The deployment model is intentionally split by trust boundary:

  1. Discovery and scan paths read from repos, images, manifests, cloud APIs, or local configs and write findings into the control plane.
  2. Fleet ingest persists workstation and collector inventory without requiring a shared privileged daemon across every endpoint.
  3. Proxy/runtime stays near the MCP servers so enforcement is low-latency and least-privilege.
  4. Gateway centralizes policy definition and auditability, and can also front shared remote MCP traffic when that is the better fit.
  5. Control plane owns storage, graph views, remediation, audit review, and operator workflows.
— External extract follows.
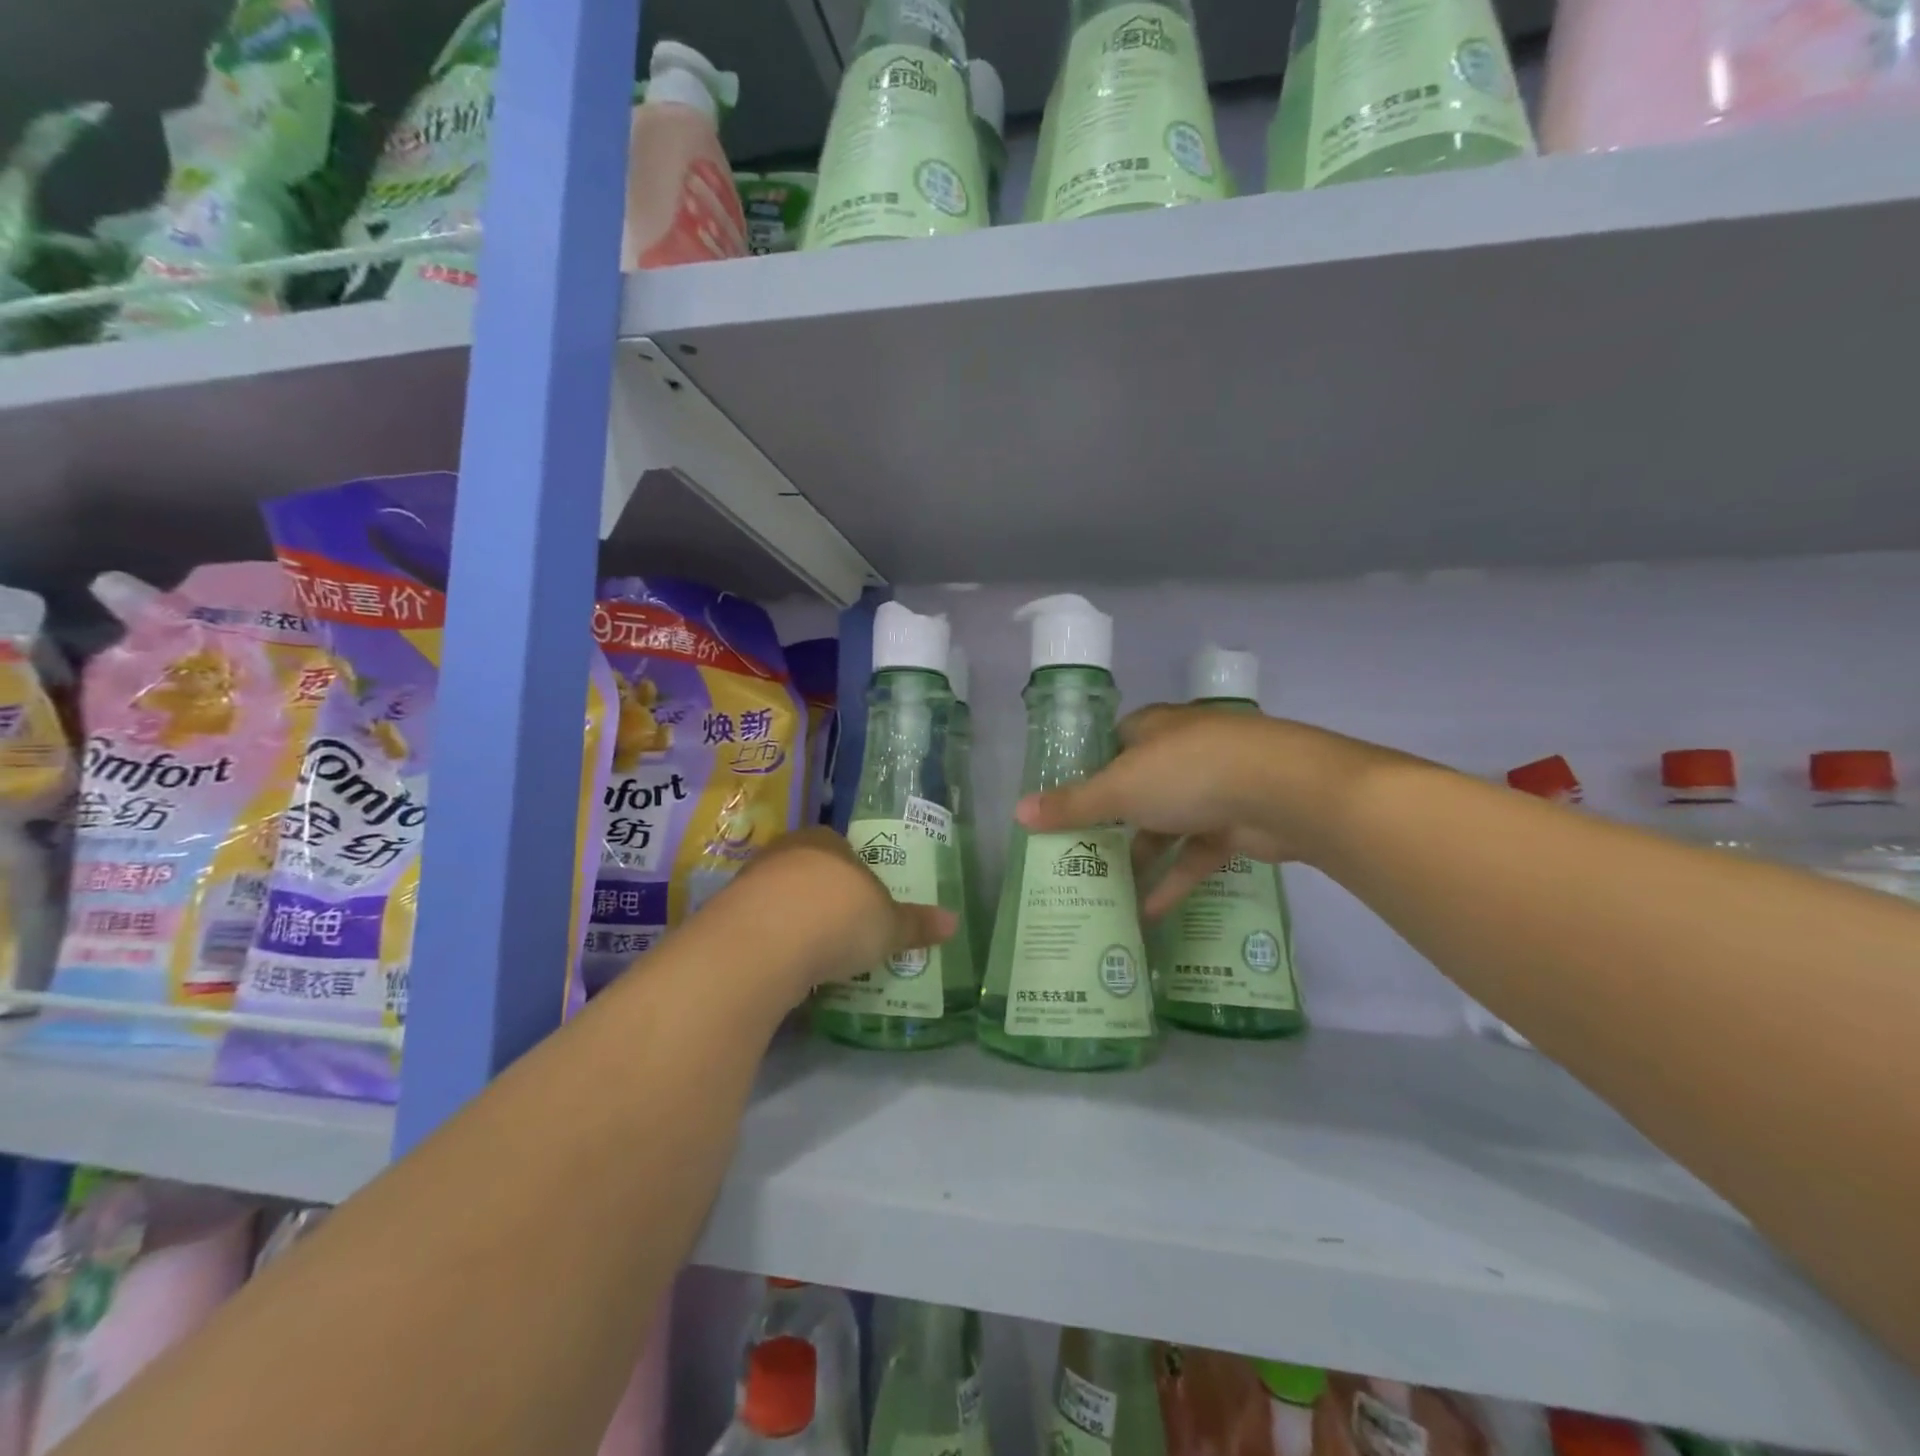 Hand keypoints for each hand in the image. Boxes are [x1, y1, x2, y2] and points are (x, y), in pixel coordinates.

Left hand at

That keeps request latency low, avoids a single giant runtime chokepoint, and lets customers adopt only the surfaces they actually need.

Need Recommended path
Run one scan locally CLI
Gate pull requests and releases GitHub Action
Keep runtime isolated for a single job Docker
Self-host the operator plane for a team API + UI + Postgres
Deploy in your own AWS / EKS Helm control plane + scheduled scan jobs + selected proxy sidecars
Bring developer endpoints into the same plane Fleet sync
Add live MCP enforcement Proxy + gateway policy pull
Expose agent-bom as a tool server MCP server
Add event-scale analytics ClickHouse alongside the control plane
Use warehouse-native governance workflows Snowflake with explicit backend parity limits

What Operators See After Deploy

The deployment story should end in usable operator surfaces, not just pods and YAML.

Risk overview

agent-bom dashboard

Fleet and graph visibility

agent-bom agent mesh

Remediation workflow

agent-bom remediation view

Start Here

Hosting and Storage Boundaries

agent-bom is deployable in multiple honest ways:

  • Local laptop / workstation: CLI or agent-bom serve with SQLite
  • Self-hosted VM / container: agent-bom api or agent-bom serve behind your ingress and auth
  • Docker Compose / container platforms: packaged API, proxy, or MCP server
  • Kubernetes / Helm: control plane, scanner, optional runtime monitor, and operator surfaces
  • Postgres / Supabase: primary transactional backend
  • ClickHouse: analytics add-on
  • Snowflake: warehouse-native governance surface with explicit parity limits, not the default full hosting contract

Default guidance:

  • Postgres is the normal self-hosted control-plane answer
  • ClickHouse is the first analytics add-on when event volume grows
  • Snowflake is an explicit advanced path, not the default production recommendation

For the detailed backend matrix, see Backend Parity Matrix.